Par la suite, les Grecs ont tâté de la République de 1924 à 1935. Puis, sont revenus à la monarchie et ont goûté à une première dictature (celle du général Metaxas) de 1936 jusqu’à l’invasion nazie. Celle-ci a ravagé le pays ­– d’où le lourd contentieux entre la Grèce et l’Allemagne – causant la mort de plus de 300 000 Grecs. Dès la fin de l’occupation nazie, la Grèce a connu jusqu’en 1949, une guerre civile particulièrement sanglante, le bilan en pertes humaines s’élevant à 200 000 morts. Entre 1939 et 1949, les deux conflits ont donc provoqué la disparition de plus d’un demi-million de personnes, ce qui, pour un pays qui comptaient 7 222 000 habitants en 1939 est considérable. De plus, la guerre civile entre communistes et non-communistes a durablement divisé le peuple.

Considéré par les Grecs au mieux comme un ectoplasme, au pire comme une calamité, l’Etat n’a pas trouvé grand monde pour le défendre, si ce n’est quelques puissantes familles qui en ont fait leur propriété quasi personnelle, tissant des réseaux de suzeraineté et de clientélisme. A cet égard, les dynasties Papandréou, Karamanlis et Mitsotakis décrochent le pompon (celui qui garnit les souliers des evzones). Et ce n’est pas la dictature des colonels (1967 à 1974) qui a réconcilié peuple et Etat.

Dans ce contexte, la fraude fiscale, les petits arrangements, les grosses combines et les rentes-cadeaux deviennent la règle. Les familles régnantes se goinfrant de biens publics et les armateurs grecs ayant pour patrie d’élection les paradis bancaires, pourquoi se gêner?

La Grèce est donc entrée dans l’Union européenne et la zone euro sans Etat digne de ce nom, avec des habitudes qui devaient forcément entrer en contradiction avec les règles à observer en matière budgétaire.
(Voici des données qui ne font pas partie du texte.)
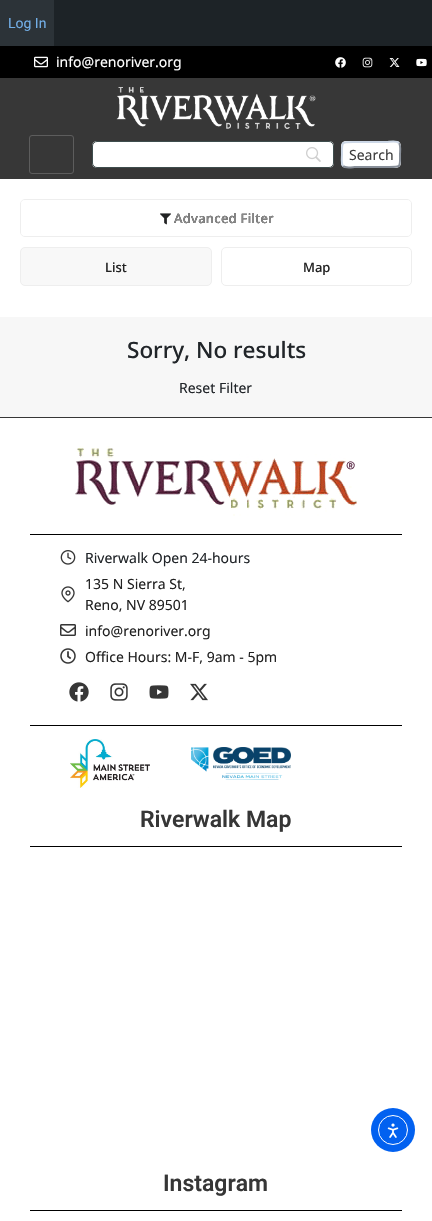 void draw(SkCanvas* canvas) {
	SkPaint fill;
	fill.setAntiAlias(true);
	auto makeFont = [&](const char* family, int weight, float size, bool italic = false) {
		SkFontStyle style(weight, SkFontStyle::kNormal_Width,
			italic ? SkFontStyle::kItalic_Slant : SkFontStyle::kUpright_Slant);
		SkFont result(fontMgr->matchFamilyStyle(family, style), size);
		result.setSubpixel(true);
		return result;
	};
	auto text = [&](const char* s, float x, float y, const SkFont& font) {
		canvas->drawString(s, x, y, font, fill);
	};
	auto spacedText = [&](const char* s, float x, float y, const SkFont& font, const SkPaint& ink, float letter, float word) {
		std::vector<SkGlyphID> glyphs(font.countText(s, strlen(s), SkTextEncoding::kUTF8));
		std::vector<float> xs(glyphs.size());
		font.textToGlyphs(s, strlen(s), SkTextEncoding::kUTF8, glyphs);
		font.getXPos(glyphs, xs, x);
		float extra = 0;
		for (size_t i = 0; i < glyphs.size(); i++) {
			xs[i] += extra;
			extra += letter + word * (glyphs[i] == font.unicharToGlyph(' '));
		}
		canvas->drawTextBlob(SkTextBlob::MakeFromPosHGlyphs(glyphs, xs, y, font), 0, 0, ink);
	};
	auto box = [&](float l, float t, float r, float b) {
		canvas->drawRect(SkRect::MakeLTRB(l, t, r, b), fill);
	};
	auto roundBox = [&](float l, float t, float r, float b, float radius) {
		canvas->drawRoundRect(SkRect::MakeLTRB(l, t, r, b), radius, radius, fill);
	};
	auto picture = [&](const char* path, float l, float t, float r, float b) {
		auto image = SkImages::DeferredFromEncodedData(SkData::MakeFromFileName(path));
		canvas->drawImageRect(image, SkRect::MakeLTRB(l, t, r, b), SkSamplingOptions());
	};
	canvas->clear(0xFFFFFFFF);
	fill.setColor(0xFF1D2327);
	box(54, 0, 432, 46);
	fill.setColor(0xFF2C3338);
	box(0, 0, 54, 46);
	fill.setColor(0xFF000000);
	box(0, 46, 432, 78);
	picture("image0.png", 34, 56, 48, 68);
	picture("image1.png", 335, 57, 346, 68);
	picture("image2.png", 362, 57, 373, 68);
	picture("image3.png", 389, 58, 400, 67);
	picture("image4.png", 416, 58, 427, 67);
	fill.setColor(0xFF373737);
	box(0, 78, 432, 179);
	picture("image5.png", 116, 87, 316, 129);
	fill.setStyle(SkPaint::kStroke_Style);
	fill.setStrokeWidth(1);
	fill.setColor(0xFF5D5D5D);
	canvas->drawRoundRect(SkRect::MakeLTRB(29.5f, 135.5f, 73.5f, 173.5f), 2.5f, 2.5f, fill);
	fill.setStyle(SkPaint::kFill_Style);
	fill.setColor(0xFFFFFFFF);
	roundBox(92, 141, 334, 168, 5);
	picture("image6.png", 306, 147, 321, 162);
	fill.setStyle(SkPaint::kStroke_Style);
	fill.setColor(0xCC0E2121);
	canvas->drawRoundRect(SkRect::MakeLTRB(92.5f, 141.5f, 333.5f, 167.5f), 4.5f, 4.5f, fill);
	fill.setStyle(SkPaint::kFill_Style);
	fill.setColor(0xFFFFFFFF);
	roundBox(341, 141, 401, 168, 5);
	fill.setStyle(SkPaint::kStroke_Style);
	fill.setStrokeWidth(2);
	fill.setColor(0xFF888F99);
	canvas->drawPath(SkPathBuilder().moveTo(399, 143).cubicTo(401, 145.5f, 400, 151.5f, 400, 154.5f).cubicTo(400, 167.5f, 401.5f, 167, 387.5f, 167).lineTo(354.5f, 167).cubicTo(353, 167, 345.5f, 168.5f, 343, 166).detach(), fill);
	fill.setColor(0xFFCCD7E6);
	canvas->drawPath(SkPathBuilder().moveTo(343, 166).cubicTo(341, 163.5f, 342, 157.5f, 342, 154.5f).cubicTo(342, 141.5f, 340.5f, 142, 354.5f, 142).lineTo(387.5f, 142).cubicTo(389, 142, 396.5f, 140.5f, 399, 143).detach(), fill);
	fill.setStrokeWidth(1);
	fill.setColor(0xFFEEEEEE);
	canvas->drawRoundRect(SkRect::MakeLTRB(20.5f, 199.5f, 411.5f, 236.5f), 4.5f, 4.5f, fill);
	fill.setStyle(SkPaint::kFill_Style);
	fill.setColor(0xFFFFFFFF);
	roundBox(21, 200, 411, 236, 4);
	picture("image7.png", 160, 213, 171, 225);
	fill.setColor(0xFFF8F8F8);
	canvas->drawRoundRect(SkRect::MakeLTRB(20.5f, 247.5f, 211.5f, 285.5f), 4.5f, 4.5f, fill);
	fill.setStyle(SkPaint::kStroke_Style);
	fill.setColor(0xFFEEEEEE);
	canvas->drawRoundRect(SkRect::MakeLTRB(20.5f, 247.5f, 211.5f, 285.5f), 4.5f, 4.5f, fill);
	canvas->drawRoundRect(SkRect::MakeLTRB(221.5f, 247.5f, 411.5f, 285.5f), 4.5f, 4.5f, fill);
	fill.setStyle(SkPaint::kFill_Style);
	fill.setColor(0xFFF7F7F7);
	box(0, 317, 432, 417);
	fill.setColor(0xFF373737);
	box(0, 417, 432, 418);
	picture("image8.png", 75, 446, 357, 516);
	fill.setColor(0xFF000000);
	box(30, 534, 402, 535);
	picture("image9.png", 60, 550, 76, 565);
	picture("image10.png", 61, 586, 75, 603);
	picture("image11.png", 60, 624, 76, 636);
	picture("image12.png", 60, 648, 76, 664);
	picture("image13.png", 69, 682, 89, 702);
	picture("image14.png", 110, 683, 128, 701);
	picture("image15.png", 149, 685, 169, 699);
	picture("image16.png", 190, 683, 208, 701);
	box(30, 725, 402, 726);
	picture("image17.png", 70, 739, 150, 788);
	picture("image18.png", 191, 747, 291, 780);
	box(30, 846, 402, 847);
	box(30, 1210, 402, 1211);
	fill.setColor(0xFF0261F0);
	canvas->drawCircle(393, 1130, 22, fill);
	fill.setStyle(SkPaint::kStroke_Style);
	fill.setColor(0xFFFFFFFF);
	canvas->drawCircle(393, 1130, 14.5f, fill);
	picture("image19.png", 387, 1123, 399, 1138);
	auto font1 = makeFont("Roboto", 400, 14);
	fill.setStyle(SkPaint::kFill_Style);
	fill.setColor(0xFF72AEE6);
	text("Log In", 8, 28, font1);
	auto font2 = makeFont("Noto Sans", 400, 14);
	fill.setColor(0xFFFFFFFF);
	text("info@renoriver.org", 56, 67, font2);
	fill.setColor(0xFF3F3F3F);
	text("Search", 349, 160, font2);
	auto font3 = makeFont("Noto Sans", 500, 13);
	fill.setColor(0xFF222222);
	spacedText("Advanced Filter", 174, 223, font3, fill, 0.25f, 0);
	fill.setColor(0xFF8A8A8A);
	spacedText("Advanced Filter", 174, 223, font3, fill, 0.25f, 0);
	fill.setColor(0xFF222222);
	text("List", 105, 272, font3);
	text("Map", 303, 272, font3);
	auto font4 = makeFont("Noto Sans", 500, 22.5f);
	fill.setColor(0xFF212529);
	text("Sorry, No results", 127, 358, font4);
	text("Reset Filter", 179, 393, font2);
	text("Riverwalk Open 24-hours", 85, 563, font2);
	fill.setColor(0xFF222222);
	text("135 N Sierra St,", 85, 589, font2);
	text("Reno, NV 89501", 85, 610, font2);
	text("info@renoriver.org", 85, 636, font2);
	text("Office Hours: M-F, 9am - 5pm", 85, 662, font2);
	auto font5 = makeFont("Roboto", 600, 23);
	fill.setColor(0xFF363636);
	text("Riverwalk Map", 140, 827, font5);
	text("Instagram", 163, 1191, font5);
} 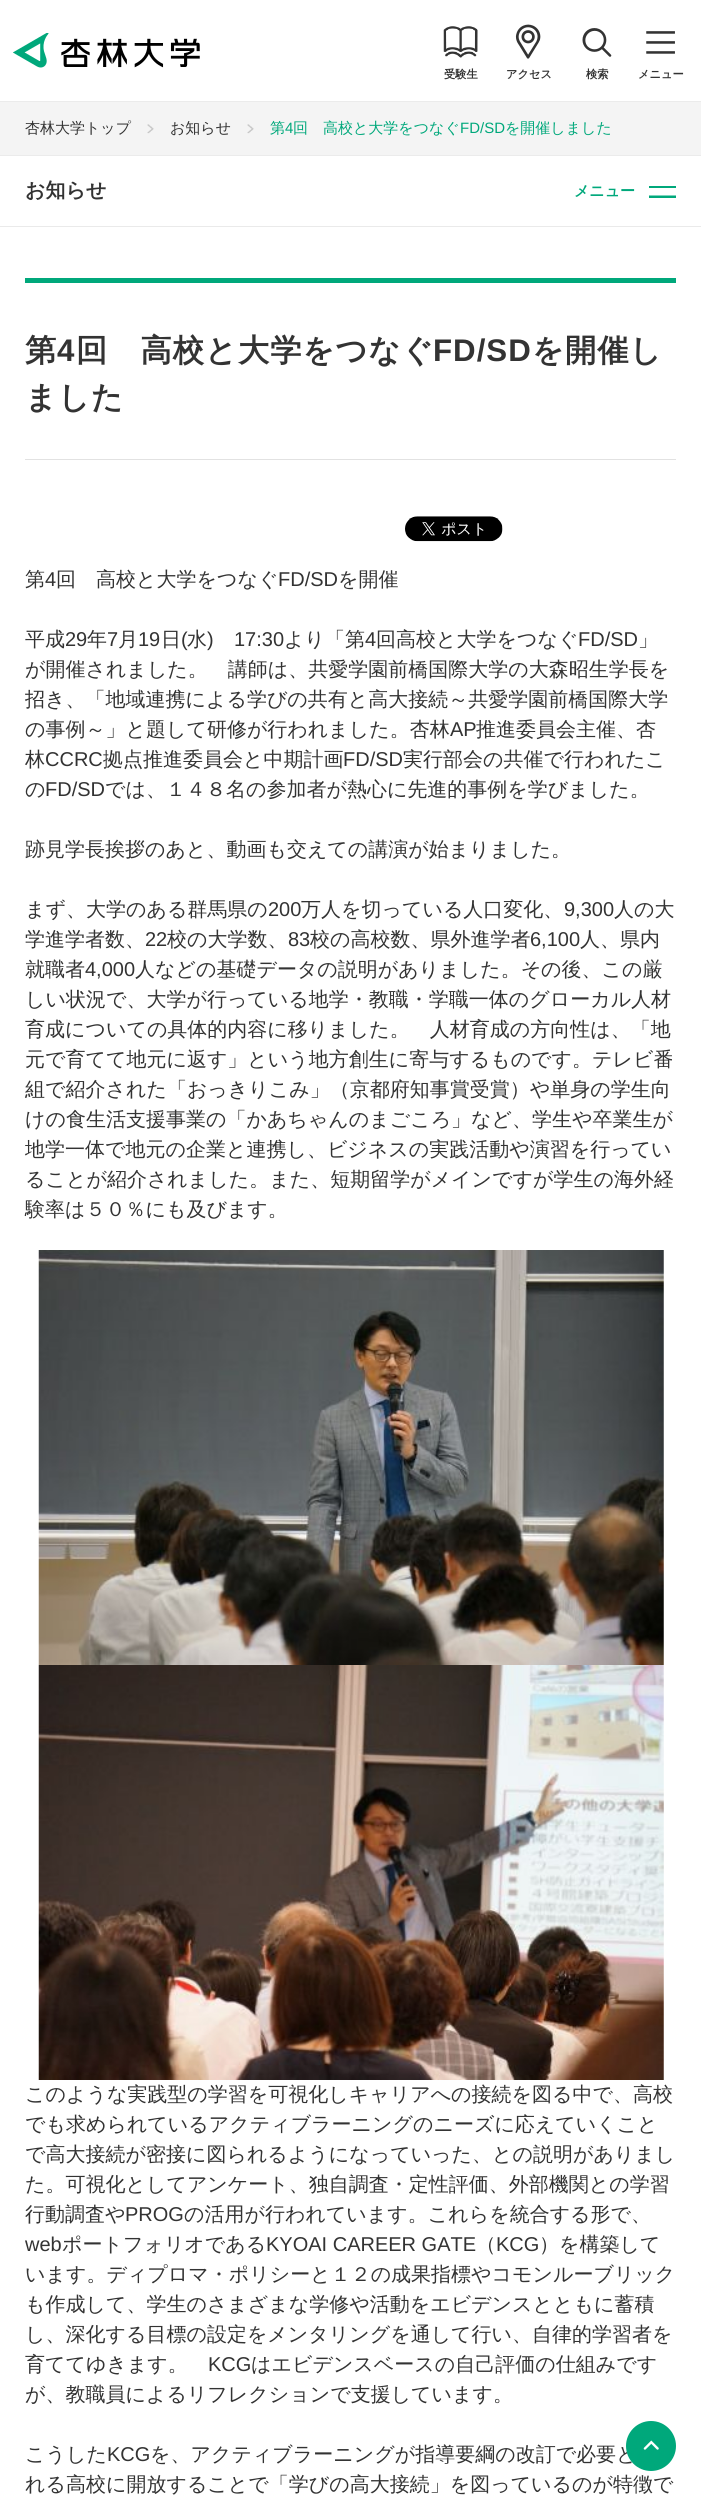 import math
import cairo



def draw_spaced(context, x, y, s, letter, word):
    context.move_to(x, y)
    for ch in s:
        context.show_text(ch)
        context.rel_move_to(letter + word * (ch == ' '), 0)


def draw_image(context, path, x, y, w, h):
    context.save()
    context.set_source_surface(cairo.ImageSurface.create_from_png(path), x, y)
    context.rectangle(x, y, w, h)
    context.fill()
    context.restore()


def draw(context):
    context.set_source_rgb(1, 1, 1)
    context.paint()
    draw_image(context, "images/1.png", 13, 33, 187, 35)
    draw_image(context, "images/2.png", 443, 26, 35, 32)
    draw_image(context, "images/3.png", 515, 24, 26, 35)
    draw_image(context, "images/4.png", 582, 28, 30, 29)
    draw_image(context, "images/5.png", 646, 31, 29, 23)
    context.set_source_rgb(244 / 255, 244 / 255, 244 / 255)
    context.rectangle(0, 102, 701, 53)
    context.fill()
    context.set_source_rgb(235 / 255, 235 / 255, 235 / 255)
    context.rectangle(0, 101, 701, 1)
    context.fill()
    context.rectangle(0, 155, 701, 1)
    context.fill()
    draw_image(context, "images/6.png", 147, 124, 7, 10)
    draw_image(context, "images/6.png", 247, 124, 7, 10)
    context.set_source_rgb(234 / 255, 234 / 255, 234 / 255)
    context.rectangle(0, 226, 701, 1)
    context.fill()
    context.set_source_rgb(0, 168 / 255, 123 / 255)
    context.new_path()
    context.move_to(649, 186)
    context.line_to(676, 186)
    context.line_to(676, 188)
    context.line_to(649, 188)
    context.close_path()
    context.move_to(649, 195.5)
    context.line_to(676, 195.5)
    context.line_to(676, 198)
    context.line_to(649, 198)
    context.close_path()
    context.fill()
    context.rectangle(25, 278, 651, 5)
    context.fill()
    context.set_source_rgb(226 / 255, 226 / 255, 226 / 255)
    context.rectangle(25, 459, 651, 1)
    context.fill()
    draw_image(context, "images/7.png", 405, 516, 98, 26)
    draw_image(context, "images/8.png", 38, 1250, 626, 415)
    draw_image(context, "images/9.png", 38, 1665, 626, 415)
    context.select_font_face("WenQuanYi Zen Hei", cairo.FontSlant.NORMAL, cairo.FontWeight.BOLD)
    context.set_font_size(11.25)
    context.set_source_rgb(51 / 255, 51 / 255, 51 / 255)
    context.move_to(444, 78)
    context.show_text("受験生")
    context.move_to(506, 78)
    context.show_text("アクセス")
    context.move_to(586, 78)
    context.show_text("検索")
    context.move_to(638, 78)
    context.show_text("メニュー")
    context.select_font_face("WenQuanYi Zen Hei Medium")
    context.set_font_size(15)
    context.move_to(25, 133)
    context.show_text("杏林大学トップ")
    context.move_to(170, 133)
    context.show_text("お知らせ")
    context.set_source_rgb(0, 168 / 255, 123 / 255)
    context.move_to(270, 133)
    context.show_text("第")
    context.select_font_face("Liberation Sans")
    context.move_to(285, 133)
    context.show_text("4")
    context.select_font_face("WenQuanYi Zen Hei Medium")
    context.move_to(293, 133)
    context.show_text("回　高校と大学をつなぐ")
    context.select_font_face("Liberation Sans")
    context.move_to(460, 133)
    context.show_text("FD/SD")
    context.select_font_face("WenQuanYi Zen Hei Medium")
    context.move_to(505, 133)
    context.show_text("を開催しました")
    context.select_font_face("WenQuanYi Zen Hei", cairo.FontSlant.NORMAL, cairo.FontWeight.BOLD)
    context.set_font_size(20)
    context.set_source_rgb(51 / 255, 51 / 255, 51 / 255)
    context.move_to(25, 197)
    context.show_text("お知らせ")
    context.set_font_size(15)
    context.set_source_rgb(0, 168 / 255, 123 / 255)
    context.move_to(574, 196)
    context.show_text("メニュー")
    context.set_font_size(31.25)
    context.set_source_rgb(51 / 255, 51 / 255, 51 / 255)
    draw_spaced(context, 25, 361, "第", 1, 0)
    context.select_font_face("Liberation Sans", cairo.FontSlant.NORMAL, cairo.FontWeight.BOLD)
    draw_spaced(context, 57, 361, "4", 1, 0)
    context.select_font_face("WenQuanYi Zen Hei", cairo.FontSlant.NORMAL, cairo.FontWeight.BOLD)
    draw_spaced(context, 76, 361, "回　高校と大学をつなぐ", 1, 0)
    context.select_font_face("Liberation Sans", cairo.FontSlant.NORMAL, cairo.FontWeight.BOLD)
    draw_spaced(context, 433, 361, "FD/SD", 1, 0)
    context.select_font_face("WenQuanYi Zen Hei", cairo.FontSlant.NORMAL, cairo.FontWeight.BOLD)
    draw_spaced(context, 532, 361, "を開催し", 1, 0)
    draw_spaced(context, 25, 408, "ました", 1, 0)
    context.select_font_face("WenQuanYi Zen Hei Medium")
    context.set_font_size(20)
    context.move_to(25, 586)
    context.show_text("第")
    context.select_font_face("Liberation Sans")
    context.move_to(45, 586)
    context.show_text("4")
    context.select_font_face("WenQuanYi Zen Hei Medium")
    context.move_to(56, 586)
    context.show_text("回　高校と大学をつなぐ")
    context.select_font_face("Liberation Sans")
    context.move_to(278, 586)
    context.show_text("FD/SD")
    context.select_font_face("WenQuanYi Zen Hei Medium")
    context.move_to(338, 586)
    context.show_text("を開催")
    context.move_to(25, 646)
    context.show_text("平成")
    context.select_font_face("Liberation Sans")
    context.move_to(65, 646)
    context.show_text("29")
    context.select_font_face("WenQuanYi Zen Hei Medium")
    context.move_to(87, 646)
    context.show_text("年")
    context.select_font_face("Liberation Sans")
    context.move_to(107, 646)
    context.show_text("7")
    context.select_font_face("WenQuanYi Zen Hei Medium")
    context.move_to(118, 646)
    context.show_text("月")
    context.select_font_face("Liberation Sans")
    context.move_to(138, 646)
    context.show_text("19")
    context.select_font_face("WenQuanYi Zen Hei Medium")
    context.move_to(161, 646)
    context.show_text("日")
    context.select_font_face("Liberation Sans")
    context.move_to(181, 646)
    context.show_text("(")
    context.select_font_face("WenQuanYi Zen Hei Medium")
    context.move_to(187, 646)
    context.show_text("水")
    context.select_font_face("Liberation Sans")
    context.move_to(207, 646)
    context.show_text(")")
    context.move_to(234, 646)
    context.show_text("17:30")
    context.select_font_face("WenQuanYi Zen Hei Medium")
    context.move_to(284, 646)
    context.show_text("より「第")
    context.select_font_face("Liberation Sans")
    context.move_to(365, 646)
    context.show_text("4")
    context.select_font_face("WenQuanYi Zen Hei Medium")
    context.move_to(376, 646)
    context.show_text("回高校と大学をつなぐ")
    context.select_font_face("Liberation Sans")
    context.move_to(578, 646)
    context.show_text("FD/SD")
    context.select_font_face("WenQuanYi Zen Hei Medium")
    context.move_to(638, 646)
    context.show_text("」")
    context.move_to(25, 676)
    context.show_text("が開催されました。　講師は、共愛学園前橋国際大学の大森昭生学長を")
    context.move_to(25, 706)
    context.show_text("招き、「地域連携による学びの共有と高大接続～共愛学園前橋国際大学")
    context.move_to(25, 736)
    context.show_text("の事例～」と題して研修が行われました。杏林")
    context.select_font_face("Liberation Sans")
    context.move_to(450, 736)
    context.show_text("AP")
    context.select_font_face("WenQuanYi Zen Hei Medium")
    context.move_to(476, 736)
    context.show_text("推進委員会主催、杏")
    context.move_to(25, 766)
    context.show_text("林")
    context.select_font_face("Liberation Sans")
    context.move_to(45, 766)
    context.show_text("CCRC")
    context.select_font_face("WenQuanYi Zen Hei Medium")
    context.move_to(103, 766)
    context.show_text("拠点推進委員会と中期計画")
    context.select_font_face("Liberation Sans")
    context.move_to(343, 766)
    context.show_text("FD/SD")
    context.select_font_face("WenQuanYi Zen Hei Medium")
    context.move_to(403, 766)
    context.show_text("実行部会の共催で行われたこ")
    context.move_to(25, 796)
    context.show_text("の")
    context.select_font_face("Liberation Sans")
    context.move_to(45, 796)
    context.show_text("FD/SD")
    context.select_font_face("WenQuanYi Zen Hei Medium")
    context.move_to(105, 796)
    context.show_text("では、１４８名の参加者が熱心に先進的事例を学びました。")
    context.move_to(25, 856)
    context.show_text("跡見学長挨拶のあと、動画も交えての講演が始まりました。")
    context.move_to(25, 916)
    context.show_text("まず、大学のある群馬県の")
    context.select_font_face("Liberation Sans")
    context.move_to(268, 916)
    context.show_text("200")
    context.select_font_face("WenQuanYi Zen Hei Medium")
    context.move_to(301, 916)
    context.show_text("万人を切っている人口変化、")
    context.select_font_face("Liberation Sans")
    context.move_to(564, 916)
    context.show_text("9,300")
    context.select_font_face("WenQuanYi Zen Hei Medium")
    context.move_to(614, 916)
    context.show_text("人の大")
    context.move_to(25, 946)
    context.show_text("学進学者数、")
    context.select_font_face("Liberation Sans")
    context.move_to(145, 946)
    context.show_text("22")
    context.select_font_face("WenQuanYi Zen Hei Medium")
    context.move_to(167, 946)
    context.show_text("校の大学数、")
    context.select_font_face("Liberation Sans")
    context.move_to(288, 946)
    context.show_text("83")
    context.select_font_face("WenQuanYi Zen Hei Medium")
    context.move_to(310, 946)
    context.show_text("校の高校数、県外進学者")
    context.select_font_face("Liberation Sans")
    context.move_to(530, 946)
    context.show_text("6,100")
    context.select_font_face("WenQuanYi Zen Hei Medium")
    context.move_to(580, 946)
    context.show_text("人、県内")
    context.move_to(25, 976)
    context.show_text("就職者")
    context.select_font_face("Liberation Sans")
    context.move_to(85, 976)
    context.show_text("4,000")
    context.select_font_face("WenQuanYi Zen Hei Medium")
    context.move_to(135, 976)
    context.show_text("人などの基礎データの説明がありました。その後、この厳")
    context.move_to(25, 1006)
    context.show_text("しい状況で、大学が行っている地学・教職・学職一体のグローカル人材")
    context.move_to(25, 1036)
    context.show_text("育成についての具体的内容に移りました。　人材育成の方向性は、「地")
    context.move_to(25, 1066)
    context.show_text("元で育てて地元に返す」という地方創生に寄与するものです。テレビ番")
    context.move_to(25, 1096)
    context.show_text("組で紹介された「おっきりこみ」（京都府知事賞受賞）や単身の学生向")
    context.move_to(25, 1126)
    context.show_text("けの食生活支援事業の「かあちゃんのまごころ」など、学生や卒業生が")
    context.move_to(25, 1156)
    context.show_text("地学一体で地元の企業と連携し、ビジネスの実践活動や演習を行ってい")
    context.move_to(25, 1186)
    context.show_text("ることが紹介されました。また、短期留学がメインですが学生の海外経")
    context.move_to(25, 1216)
    context.show_text("験率は５０％にも及びます。")
    context.move_to(25, 2101)
    context.show_text("このような実践型の学習を可視化しキャリアへの接続を図る中で、高校")
    context.move_to(25, 2131)
    context.show_text("でも求められているアクティブラーニングのニーズに応えていくこと")
    context.move_to(25, 2161)
    context.show_text("で高大接続が密接に図られるようになっていった、との説明がありまし")
    context.move_to(25, 2191)
    context.show_text("た。可視化としてアンケート、独自調査・定性評価、外部機関との学習")
    context.move_to(25, 2221)
    context.show_text("行動調査や")
    context.select_font_face("Liberation Sans")
    context.move_to(125, 2221)
    context.show_text("PROG")
    context.select_font_face("WenQuanYi Zen Hei Medium")
    context.move_to(184, 2221)
    context.show_text("の活用が行われています。これらを統合する形で、")
    context.select_font_face("Liberation Sans")
    context.move_to(25, 2251)
    context.show_text("web")
    context.select_font_face("WenQuanYi Zen Hei Medium")
    context.move_to(62, 2251)
    context.show_text("ポートフォリオである")
    context.select_font_face("Liberation Sans")
    context.move_to(266, 2251)
    context.show_text("KYOAI CAREER GATE")
    context.select_font_face("WenQuanYi Zen Hei Medium")
    context.move_to(476, 2251)
    context.show_text("（")
    context.select_font_face("Liberation Sans")
    context.move_to(496, 2251)
    context.show_text("KCG")
    context.select_font_face("WenQuanYi Zen Hei Medium")
    context.move_to(539, 2251)
    context.show_text("）を構築して")
    context.move_to(25, 2281)
    context.show_text("います。ディプロマ・ポリシーと１２の成果指標やコモンルーブリック")
    context.move_to(25, 2311)
    context.show_text("も作成して、学生のさまざまな学修や活動をエビデンスとともに蓄積")
    context.move_to(25, 2341)
    context.show_text("し、深化する目標の設定をメンタリングを通して行い、自律的学習者を")
    context.move_to(25, 2371)
    context.show_text("育ててゆきます。")
    context.select_font_face("Liberation Sans")
    context.move_to(208, 2371)
    context.show_text("KCG")
    context.select_font_face("WenQuanYi Zen Hei Medium")
    context.move_to(251, 2371)
    context.show_text("はエビデンスベースの自己評価の仕組みです")
    context.move_to(25, 2401)
    context.show_text("が、教職員によるリフレクションで支援しています。")
    context.move_to(25, 2461)
    context.show_text("こうした")
    context.select_font_face("Liberation Sans")
    context.move_to(107, 2461)
    context.show_text("KCG")
    context.select_font_face("WenQuanYi Zen Hei Medium")
    context.move_to(150, 2461)
    context.show_text("を、アクティブラーニングが指導要綱の改訂で必要と")
    context.move_to(25, 2491)
    context.show_text("れる高校に開放することで「学びの高大接続」を図っているのが特徴で")
    context.set_source_rgb(0, 168 / 255, 123 / 255)
    context.new_path()
    context.arc(651, 2446, 25, 0, 2 * math.pi)
    context.fill()
    draw_image(context, "images/10.png", 643, 2440, 16, 10)


surface = cairo.ImageSurface(cairo.Format.RGB24, 701, 2496)
context = cairo.Context(surface)
options = cairo.FontOptions()
options.set_hint_metrics(cairo.HintMetrics.OFF)
options.set_hint_style(cairo.HintStyle.NONE)
context.set_font_options(options)
context.set_miter_limit(4)
draw(context)
surface.write_to_png("out.png")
Mais cela, chacun pouvait d’emblée le constater à Bruxelles, Paris, Londres et Berlin. Cela n’a pas empêché l’Allemagne, la France et les autres d’accepter ce nouveau maillon qui ne cachait guère sa faiblesse. Les pays européens doivent aussi payer les conséquences de leur… inconséquence. S’asseoir sur une partie au moins de la dette serait la moindre des choses.

Quant aux Grecs, quelle que soit l’issue du référendum, ils vont vivre des années de vaches anorexiques. Mais cette rude épreuve peut aussi leur permettre de construire cet Etat qu’ils n’ont jamais eu la possibilité de bâtir selon leurs propres plans. C’est le bon moment, puisque les grandes familles qui ont pourri leur pays ont été balayées.